Problem: Where the records hold the string "roads", show the whole line it sits on.

[Stored items]
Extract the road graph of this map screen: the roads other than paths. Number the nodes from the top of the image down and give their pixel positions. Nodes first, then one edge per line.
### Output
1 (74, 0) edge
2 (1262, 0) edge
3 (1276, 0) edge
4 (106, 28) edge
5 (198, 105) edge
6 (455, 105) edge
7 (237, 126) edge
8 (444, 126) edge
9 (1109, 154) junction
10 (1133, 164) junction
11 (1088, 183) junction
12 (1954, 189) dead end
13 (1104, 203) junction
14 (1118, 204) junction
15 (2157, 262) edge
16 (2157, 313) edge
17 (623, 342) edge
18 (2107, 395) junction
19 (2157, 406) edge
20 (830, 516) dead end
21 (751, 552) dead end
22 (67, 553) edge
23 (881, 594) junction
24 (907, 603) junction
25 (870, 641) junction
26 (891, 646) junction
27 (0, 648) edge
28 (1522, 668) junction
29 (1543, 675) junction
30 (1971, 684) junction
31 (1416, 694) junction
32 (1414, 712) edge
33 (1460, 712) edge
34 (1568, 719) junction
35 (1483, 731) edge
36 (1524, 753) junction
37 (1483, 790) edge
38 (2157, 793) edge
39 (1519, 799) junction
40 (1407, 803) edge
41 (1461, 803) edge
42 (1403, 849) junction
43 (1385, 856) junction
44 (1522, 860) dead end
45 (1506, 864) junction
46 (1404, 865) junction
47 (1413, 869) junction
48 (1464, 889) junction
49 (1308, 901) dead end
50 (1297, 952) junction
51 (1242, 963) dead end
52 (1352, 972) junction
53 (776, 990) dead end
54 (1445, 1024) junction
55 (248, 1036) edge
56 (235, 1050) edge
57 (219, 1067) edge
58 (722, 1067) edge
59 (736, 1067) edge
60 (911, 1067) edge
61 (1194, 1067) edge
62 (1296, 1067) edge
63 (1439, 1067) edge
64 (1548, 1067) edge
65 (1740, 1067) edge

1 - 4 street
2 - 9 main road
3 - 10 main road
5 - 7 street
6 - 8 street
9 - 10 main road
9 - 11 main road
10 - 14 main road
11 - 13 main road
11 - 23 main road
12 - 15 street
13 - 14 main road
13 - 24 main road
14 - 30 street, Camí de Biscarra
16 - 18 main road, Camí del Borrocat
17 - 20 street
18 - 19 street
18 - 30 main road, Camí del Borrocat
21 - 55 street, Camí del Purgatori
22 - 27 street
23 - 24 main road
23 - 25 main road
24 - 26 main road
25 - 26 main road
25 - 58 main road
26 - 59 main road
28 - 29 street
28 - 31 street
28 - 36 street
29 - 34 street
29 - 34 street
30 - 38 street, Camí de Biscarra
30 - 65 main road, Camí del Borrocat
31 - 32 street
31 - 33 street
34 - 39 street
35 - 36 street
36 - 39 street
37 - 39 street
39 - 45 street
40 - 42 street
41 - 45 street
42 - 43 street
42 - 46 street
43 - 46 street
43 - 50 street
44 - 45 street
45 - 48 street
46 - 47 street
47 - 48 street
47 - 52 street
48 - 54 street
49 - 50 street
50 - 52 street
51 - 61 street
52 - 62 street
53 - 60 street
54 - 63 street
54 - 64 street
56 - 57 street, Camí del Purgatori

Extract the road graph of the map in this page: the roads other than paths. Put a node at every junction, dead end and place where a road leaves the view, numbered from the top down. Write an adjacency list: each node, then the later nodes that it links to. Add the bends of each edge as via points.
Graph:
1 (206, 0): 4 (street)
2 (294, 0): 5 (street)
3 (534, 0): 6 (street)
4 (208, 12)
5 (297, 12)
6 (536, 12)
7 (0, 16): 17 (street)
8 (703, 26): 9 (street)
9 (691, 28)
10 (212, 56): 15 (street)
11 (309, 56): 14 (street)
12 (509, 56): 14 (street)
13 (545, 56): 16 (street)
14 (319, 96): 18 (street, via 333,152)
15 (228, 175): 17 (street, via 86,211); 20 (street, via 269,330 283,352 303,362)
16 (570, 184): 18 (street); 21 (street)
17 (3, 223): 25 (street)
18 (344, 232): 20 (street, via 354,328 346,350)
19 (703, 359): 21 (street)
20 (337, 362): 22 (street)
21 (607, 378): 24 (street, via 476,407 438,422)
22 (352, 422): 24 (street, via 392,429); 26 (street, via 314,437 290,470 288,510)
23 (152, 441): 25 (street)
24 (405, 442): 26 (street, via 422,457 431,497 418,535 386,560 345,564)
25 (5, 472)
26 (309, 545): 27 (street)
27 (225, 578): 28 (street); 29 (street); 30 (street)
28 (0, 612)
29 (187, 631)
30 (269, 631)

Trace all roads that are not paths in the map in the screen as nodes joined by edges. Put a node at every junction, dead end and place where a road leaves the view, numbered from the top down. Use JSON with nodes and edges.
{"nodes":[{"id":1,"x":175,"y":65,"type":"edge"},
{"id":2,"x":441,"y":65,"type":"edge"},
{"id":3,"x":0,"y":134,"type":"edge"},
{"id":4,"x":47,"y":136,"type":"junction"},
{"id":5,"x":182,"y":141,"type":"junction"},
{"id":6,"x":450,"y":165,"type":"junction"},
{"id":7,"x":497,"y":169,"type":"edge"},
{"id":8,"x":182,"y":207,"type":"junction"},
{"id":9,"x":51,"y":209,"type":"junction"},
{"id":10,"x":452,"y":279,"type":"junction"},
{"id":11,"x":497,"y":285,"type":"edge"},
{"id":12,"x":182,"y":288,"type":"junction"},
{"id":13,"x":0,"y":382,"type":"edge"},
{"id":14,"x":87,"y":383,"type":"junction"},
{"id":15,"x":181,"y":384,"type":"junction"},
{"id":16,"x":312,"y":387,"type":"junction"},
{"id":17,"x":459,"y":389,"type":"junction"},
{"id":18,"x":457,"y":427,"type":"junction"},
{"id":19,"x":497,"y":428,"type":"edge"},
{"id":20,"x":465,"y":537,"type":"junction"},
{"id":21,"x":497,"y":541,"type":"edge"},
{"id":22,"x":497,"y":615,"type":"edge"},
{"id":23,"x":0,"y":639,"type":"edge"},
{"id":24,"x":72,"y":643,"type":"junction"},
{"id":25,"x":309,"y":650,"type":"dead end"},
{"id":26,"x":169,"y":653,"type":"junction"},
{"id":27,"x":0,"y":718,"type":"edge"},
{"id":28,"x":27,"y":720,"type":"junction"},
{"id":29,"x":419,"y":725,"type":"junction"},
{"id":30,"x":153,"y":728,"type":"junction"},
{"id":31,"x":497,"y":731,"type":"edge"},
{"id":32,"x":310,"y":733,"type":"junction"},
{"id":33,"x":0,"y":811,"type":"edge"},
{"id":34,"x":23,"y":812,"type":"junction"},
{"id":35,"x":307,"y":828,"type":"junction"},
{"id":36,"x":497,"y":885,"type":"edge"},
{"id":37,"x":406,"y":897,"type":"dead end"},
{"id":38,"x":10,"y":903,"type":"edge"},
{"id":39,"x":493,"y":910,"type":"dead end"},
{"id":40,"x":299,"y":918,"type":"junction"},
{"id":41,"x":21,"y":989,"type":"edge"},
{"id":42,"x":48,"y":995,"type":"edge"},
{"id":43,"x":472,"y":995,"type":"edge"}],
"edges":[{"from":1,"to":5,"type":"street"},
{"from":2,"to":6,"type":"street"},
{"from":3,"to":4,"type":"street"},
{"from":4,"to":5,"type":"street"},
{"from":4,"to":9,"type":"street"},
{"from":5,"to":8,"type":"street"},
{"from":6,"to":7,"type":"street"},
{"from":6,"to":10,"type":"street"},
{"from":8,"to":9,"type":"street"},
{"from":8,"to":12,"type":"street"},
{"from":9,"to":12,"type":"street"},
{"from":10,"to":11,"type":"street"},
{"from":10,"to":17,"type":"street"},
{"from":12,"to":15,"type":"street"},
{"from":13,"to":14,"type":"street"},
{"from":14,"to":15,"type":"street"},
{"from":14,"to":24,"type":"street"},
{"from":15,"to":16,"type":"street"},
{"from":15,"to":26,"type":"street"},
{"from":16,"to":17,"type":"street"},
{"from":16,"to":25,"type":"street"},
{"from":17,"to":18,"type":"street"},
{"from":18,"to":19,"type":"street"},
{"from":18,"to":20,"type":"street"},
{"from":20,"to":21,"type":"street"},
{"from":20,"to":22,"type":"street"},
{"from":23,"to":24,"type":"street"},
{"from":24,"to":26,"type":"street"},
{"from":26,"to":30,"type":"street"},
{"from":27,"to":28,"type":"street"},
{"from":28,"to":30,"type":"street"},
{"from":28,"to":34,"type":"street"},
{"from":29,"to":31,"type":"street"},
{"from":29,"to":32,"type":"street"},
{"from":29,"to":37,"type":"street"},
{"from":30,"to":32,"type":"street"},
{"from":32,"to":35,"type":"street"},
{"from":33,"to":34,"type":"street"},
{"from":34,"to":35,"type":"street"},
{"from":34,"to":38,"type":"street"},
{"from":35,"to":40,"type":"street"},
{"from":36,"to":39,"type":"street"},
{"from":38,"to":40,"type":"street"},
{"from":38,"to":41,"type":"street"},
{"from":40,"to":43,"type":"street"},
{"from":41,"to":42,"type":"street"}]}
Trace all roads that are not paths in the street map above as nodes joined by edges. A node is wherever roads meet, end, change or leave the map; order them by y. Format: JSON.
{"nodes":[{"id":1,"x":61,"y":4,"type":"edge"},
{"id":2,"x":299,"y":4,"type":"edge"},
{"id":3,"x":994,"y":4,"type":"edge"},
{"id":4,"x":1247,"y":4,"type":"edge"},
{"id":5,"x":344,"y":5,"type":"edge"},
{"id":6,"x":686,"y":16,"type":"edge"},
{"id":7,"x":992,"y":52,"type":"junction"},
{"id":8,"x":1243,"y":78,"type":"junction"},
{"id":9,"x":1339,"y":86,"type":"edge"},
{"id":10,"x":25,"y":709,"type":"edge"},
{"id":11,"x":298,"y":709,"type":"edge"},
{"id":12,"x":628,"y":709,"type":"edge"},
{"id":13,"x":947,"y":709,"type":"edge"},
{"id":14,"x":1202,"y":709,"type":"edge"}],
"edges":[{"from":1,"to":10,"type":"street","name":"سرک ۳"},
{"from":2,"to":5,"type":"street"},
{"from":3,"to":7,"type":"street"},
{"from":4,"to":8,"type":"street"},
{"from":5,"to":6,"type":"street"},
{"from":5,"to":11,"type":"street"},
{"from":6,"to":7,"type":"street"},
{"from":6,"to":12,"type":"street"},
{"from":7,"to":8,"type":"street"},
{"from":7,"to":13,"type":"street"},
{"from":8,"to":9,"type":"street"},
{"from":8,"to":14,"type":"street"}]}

Solution:
Extract the road graph of this map screen: the roads other than paths. Number the nodes from the top of the image down and give their pixel positions. Nodes first, then one edge per line.
Extract the road graph of the map in this page: the roads other than paths. Put a node at every junction, dead end and place where a road leaves the view, numbered from the top down. Write an adjacency list: each node, then the later nodes that it links to. Add the bends of each edge as via points.
Trace all roads that are not paths in the map in the screen as nodes joined by edges. Put a node at every junction, dead end and place where a road leaves the view, numbered from the top down. Use JSON with nodes and edges.
Trace all roads that are not paths in the street map above as nodes joined by edges. A node is wherever roads meet, end, change or leave the map; order them by y. Format: JSON.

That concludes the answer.